Das komplette Gutachten können Sie bei der CDU-Fraktion nachlesen, eine Zusammenfassung unter www.cdu-fraktion-charlottenburg-wilmersdorf.de.

Der Bürgerentscheid wurde nicht umgesetzt

Im Mai vorigen Jahres hatten 77,06 Prozent der Wahlberechtigten in der City West für die Erhaltung der Kolonie gestimmt. Eigentlich ist das auch der erklärte Wille aller Bezirkspolitiker. Beides half den Kleingärtnern jedoch kaum: Das Bezirksamt verweigerte die Umsetzung wegen des angeblich hohen Entschädigungsrisikos von bis zu 25 Millionen Euro.

Außerdem lehnte es der Berliner Senat ab, dem Bezirk notfalls finanziell zur Seite stehen. Im Abgeordnetenhaus war nur die Linksfraktion dafür.

Kostenschätzungen von 0 bis 50 Millionen Euro

Zum möglichen Schadensersatz gibt es höchst unterschiedliche Schätzungen. Christian Otto, Professor für Baurecht an der TU Berlin, rechnete mit 870 000 bis maximal zwei Millionen Euro. Sein Gutachten ist das einzige ohne Auftraggeber. Bis zu 36 Millionen Euro hielt dagegen im vorigen Herbst ein Gutachter für möglich, den die bezirkliche Grünen-Fraktion eingeschaltet hatte.

Lange Tradition. Wie das hölzerne Eingangsportal zeigt, gibt es die Kleingartenkolonie Oeynhausen seit 111 Jahren.
Lange Tradition. Wie das hölzerne Eingangsportal zeigt, gibt es die Kleingartenkolonie Oeynhausen seit 111 Jahren.

© Cay Dobberke

Der Grundstückseigentümer Lorac – ein Luxemburger Tochterunternehmen der US-Investmentgesellschaft Lone Star – hatte sogar mit Schadensersatzforderungen von bis zu 50 Millionen Euro gedroht. Lorac hat das Grundstück an den Berliner Bauunternehmer Klaus Groth weiterverkauft, der den Wohnungsbau plant. Gültig wird der Vertrag aber erst, wenn Baurecht vorliegt. Lorac hatte den nördlichen Teil der Kolonie 2008 für 600 000 Euro von der Post erworben. Nicht gefährdet sind einige Lauben, die auf dem landeseigenen Grundstücksteil stehen.
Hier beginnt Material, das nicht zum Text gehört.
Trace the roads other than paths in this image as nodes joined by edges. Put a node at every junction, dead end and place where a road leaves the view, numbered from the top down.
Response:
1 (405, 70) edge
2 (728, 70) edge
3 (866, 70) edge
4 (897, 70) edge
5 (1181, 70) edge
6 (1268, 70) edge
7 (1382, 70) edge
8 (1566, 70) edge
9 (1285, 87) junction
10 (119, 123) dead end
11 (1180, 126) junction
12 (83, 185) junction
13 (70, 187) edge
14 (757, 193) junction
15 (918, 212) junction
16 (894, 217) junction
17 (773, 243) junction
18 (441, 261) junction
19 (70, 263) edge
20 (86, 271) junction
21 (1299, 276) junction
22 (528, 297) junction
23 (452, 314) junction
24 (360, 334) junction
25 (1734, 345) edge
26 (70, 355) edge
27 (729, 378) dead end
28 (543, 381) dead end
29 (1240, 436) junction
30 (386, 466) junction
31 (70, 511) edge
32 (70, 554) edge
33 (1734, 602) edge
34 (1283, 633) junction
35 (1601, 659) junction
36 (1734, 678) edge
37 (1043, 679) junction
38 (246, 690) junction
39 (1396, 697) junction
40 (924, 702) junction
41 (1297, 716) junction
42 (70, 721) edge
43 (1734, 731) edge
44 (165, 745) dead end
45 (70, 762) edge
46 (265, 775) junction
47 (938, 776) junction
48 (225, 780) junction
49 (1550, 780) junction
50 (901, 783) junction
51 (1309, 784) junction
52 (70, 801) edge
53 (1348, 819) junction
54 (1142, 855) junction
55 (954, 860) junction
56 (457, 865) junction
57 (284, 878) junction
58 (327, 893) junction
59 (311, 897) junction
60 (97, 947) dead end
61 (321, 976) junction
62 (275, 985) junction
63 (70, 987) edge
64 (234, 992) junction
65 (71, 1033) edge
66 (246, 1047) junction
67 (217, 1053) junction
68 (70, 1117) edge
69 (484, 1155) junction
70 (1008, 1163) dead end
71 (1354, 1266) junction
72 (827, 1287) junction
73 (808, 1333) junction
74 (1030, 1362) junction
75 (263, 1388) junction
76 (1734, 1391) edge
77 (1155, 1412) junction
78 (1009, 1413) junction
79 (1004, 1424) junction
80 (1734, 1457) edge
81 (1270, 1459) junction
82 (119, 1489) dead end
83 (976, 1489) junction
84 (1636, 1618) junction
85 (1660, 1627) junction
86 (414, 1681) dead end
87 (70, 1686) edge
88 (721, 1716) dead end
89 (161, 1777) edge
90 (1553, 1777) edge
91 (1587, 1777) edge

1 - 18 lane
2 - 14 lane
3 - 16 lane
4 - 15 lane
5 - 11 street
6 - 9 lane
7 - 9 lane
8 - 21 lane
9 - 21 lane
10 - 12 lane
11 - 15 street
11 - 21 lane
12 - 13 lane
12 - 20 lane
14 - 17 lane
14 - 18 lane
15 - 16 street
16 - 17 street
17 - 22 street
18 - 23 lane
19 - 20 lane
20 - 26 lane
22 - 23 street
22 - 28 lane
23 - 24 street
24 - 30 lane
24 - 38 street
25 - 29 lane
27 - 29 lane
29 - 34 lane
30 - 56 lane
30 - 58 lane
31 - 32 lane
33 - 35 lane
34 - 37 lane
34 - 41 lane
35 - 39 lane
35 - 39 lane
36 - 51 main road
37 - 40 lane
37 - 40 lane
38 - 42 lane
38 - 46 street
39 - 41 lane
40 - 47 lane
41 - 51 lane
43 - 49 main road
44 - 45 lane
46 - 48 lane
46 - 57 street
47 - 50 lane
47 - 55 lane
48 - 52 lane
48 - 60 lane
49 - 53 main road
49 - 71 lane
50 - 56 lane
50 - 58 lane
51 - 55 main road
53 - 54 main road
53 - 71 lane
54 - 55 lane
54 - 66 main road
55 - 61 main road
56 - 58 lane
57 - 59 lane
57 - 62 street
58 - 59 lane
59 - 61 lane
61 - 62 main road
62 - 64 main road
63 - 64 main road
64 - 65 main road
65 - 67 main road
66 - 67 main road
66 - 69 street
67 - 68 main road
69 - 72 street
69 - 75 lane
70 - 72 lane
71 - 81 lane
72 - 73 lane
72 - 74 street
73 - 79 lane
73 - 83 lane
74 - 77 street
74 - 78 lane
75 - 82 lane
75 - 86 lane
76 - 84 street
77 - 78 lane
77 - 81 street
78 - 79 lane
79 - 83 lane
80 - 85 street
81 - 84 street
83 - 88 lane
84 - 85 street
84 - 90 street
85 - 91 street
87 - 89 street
Gar keinen Grund für eine Entschädigung sieht Rechtsanwalt Michael Wild von der Kanzlei Malmendier & Partners.

Es geht unter anderem um die „Erschließung“ des Grundstücks, womit Leitungen, Rohre und Zufahrten für Transporte oder die Feuerwehr gemeint sind. Laut Wild war mindestens der größte Teil des Geländes längst erschlossen. Es gebe keine Bauvorbereitungen, die Ansprüche begründeten.

„Als Kleingartenfläche verkauft“

Wenn überhaupt, könne der Eigentümer nur einen Ausgleich verlangen, der sich am Kaufpreis orientiere. Dessen niedrige Summe zeige, dass die Post das Areal als Kleingartenfläche und nicht als potenzielles Bauland verkauft habe.
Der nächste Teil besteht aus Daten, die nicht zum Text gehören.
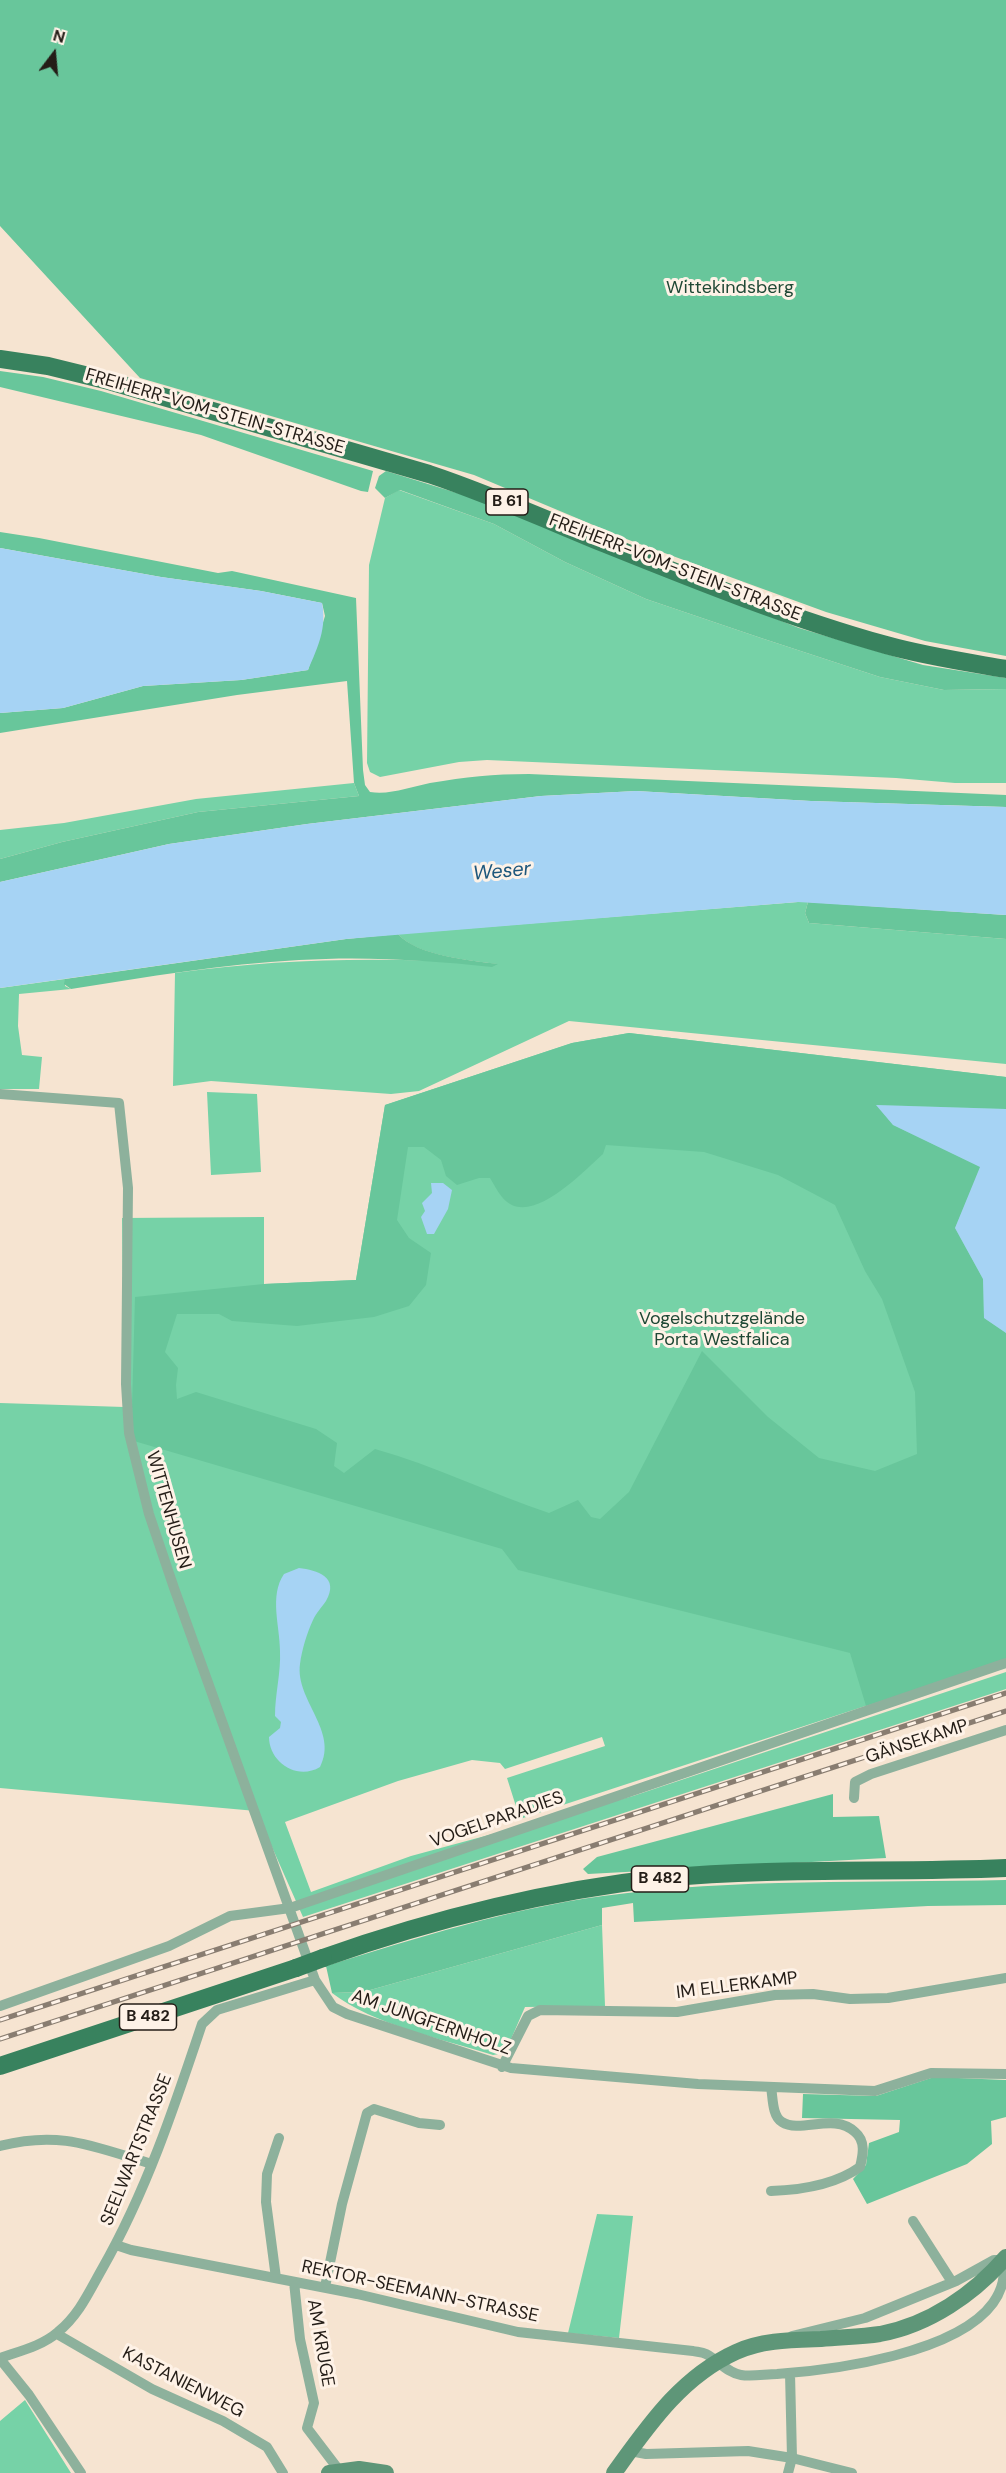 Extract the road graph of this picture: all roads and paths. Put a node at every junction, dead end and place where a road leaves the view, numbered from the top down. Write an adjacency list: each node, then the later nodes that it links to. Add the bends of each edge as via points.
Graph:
1 (0, 359): 2 (main road, FREIHERR-VOM-STEIN-STRASSE / B 61, via 109,381 429,474 809,620 923,654)
2 (1006, 669)
3 (0, 1094): 8 (street, WITTENHUSEN, via 119,1103 128,1188 129,1433 149,1514 174,1588)
4 (1006, 1663): 8 (street, VOGELPARADIES)
5 (1006, 1730): 6 (street, GÄNSEKAMP, via 871,1774 855,1782)
6 (854, 1798)
7 (1006, 1868): 12 (main road, B 482, bridge, via 751,1873 583,1888 457,1915 391,1934)
8 (290, 1908): 10 (street, AM JUNGFERNHOLZ); 11 (street, VOGELPARADIES, via 230,1916 169,1946)
9 (1006, 1978): 13 (street, IM ELLERKAMP, via 888,1998 792,1994 677,2012 540,2010 528,2016)
10 (315, 1980): 13 (street, AM JUNGFERNHOLZ, via 333,2007 347,2014); 19 (street, SEELWARTSTRASSE, via 208,2016)
11 (0, 2006)
12 (0, 2066)
13 (502, 2067): 15 (street, AM JUNGFERNHOLZ)
14 (1006, 2074): 15 (street, AM JUNGFERNHOLZ, via 931,2073 875,2091)
15 (771, 2087): 20 (street, via 776,2116 782,2122 849,2126 860,2136 863,2151 860,2167 850,2174 805,2188)
16 (440, 2125): 27 (street, via 419,2123 374,2109 367,2113)
17 (279, 2138): 24 (street, via 267,2174 266,2202)
18 (0, 2146): 19 (street, via 58,2138)
19 (152, 2164): 22 (street, SEELWARTSTRASSE)
20 (771, 2191)
21 (913, 2221): 26 (street)
22 (116, 2245): 24 (street, REKTOR-SEEMANN-STRASSE); 28 (street, SEELWARTSTRASSE, via 77,2314)
23 (1005, 2260): 26 (street, via 994,2260); 29 (street, via 953,2304 919,2321 882,2333); 32 (street, REKTOR-SEEMANN-STRASSE, via 1005,2278 998,2295 966,2327 921,2347 865,2363)
24 (276, 2278): 25 (street, REKTOR-SEEMANN-STRASSE)
25 (294, 2282): 27 (street, REKTOR-SEEMANN-STRASSE); 35 (street, AM KRUGE, via 300,2339 314,2403 307,2428)
26 (952, 2282): 29 (street, via 865,2318 795,2333)
27 (325, 2287): 31 (street, REKTOR-SEEMANN-STRASSE, via 518,2332 693,2351 707,2354)
28 (57, 2334): 30 (street, SEELWARTSTRASSE); 37 (street, KASTANIENWEG, via 152,2389 223,2421 267,2447)
29 (784, 2341): 31 (street, via 736,2352)
30 (0, 2358): 36 (street)
31 (717, 2363): 32 (street, REKTOR-SEEMANN-STRASSE, via 743,2376); 33 (street, via 672,2397)
32 (790, 2373): 34 (street)
33 (630, 2451): 34 (street, via 748,2451); 39 (street)
34 (792, 2458): 40 (street); 41 (street)
35 (334, 2472): 38 (street, via 359,2469)
36 (81, 2473)
37 (283, 2473)
38 (386, 2473)
39 (614, 2473)
40 (788, 2473)
41 (852, 2473)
Außerdem sei damals schon das Bebauungsplanverfahren im Gange gewesen, das die Kolonie sichern sollte.

Dagegen meint Lorac-Anwalt Bernhard Haaß, das „Parteigutachten“ entlasse den Bezirk nicht aus der Haftung und widerspreche bisherigen Gutachten. Haaß beruft sich auch auf ein Urteil des Verwaltungsgerichts aus dem Mai 2014 zur Grundstückserschließung (seine Stellungnahme finden Sie hier als pdf-Datei). Das Bezirksamt hat Berufung gegen das Urteil eingelegt, es ist noch nicht rechtskräftig.

Baustadtrat Marc Schulte (SPD) bleibt bei seiner Befürchtung eines Entschädigungsrisikos im Millionenbereich. Die vom Bezirksamt beauftragten Gutachten würden nicht widerlegt.

Unterdessen hat die Grünen-Fraktion, wie berichtet, die Bezirksverordnete Nadia Rouhani ausgeschlossen, was sie auf ihr Engagement für die Kolonie zurückführt.

In dieser verworrenen Lage geht der Streit um eine Veränderungssperre weiter. Ob Richter, Bezirkspolitiker oder auch die von der BVV angerufene Bezirksaufsicht des Senats das letzte Wort haben werden, scheint noch nicht klar.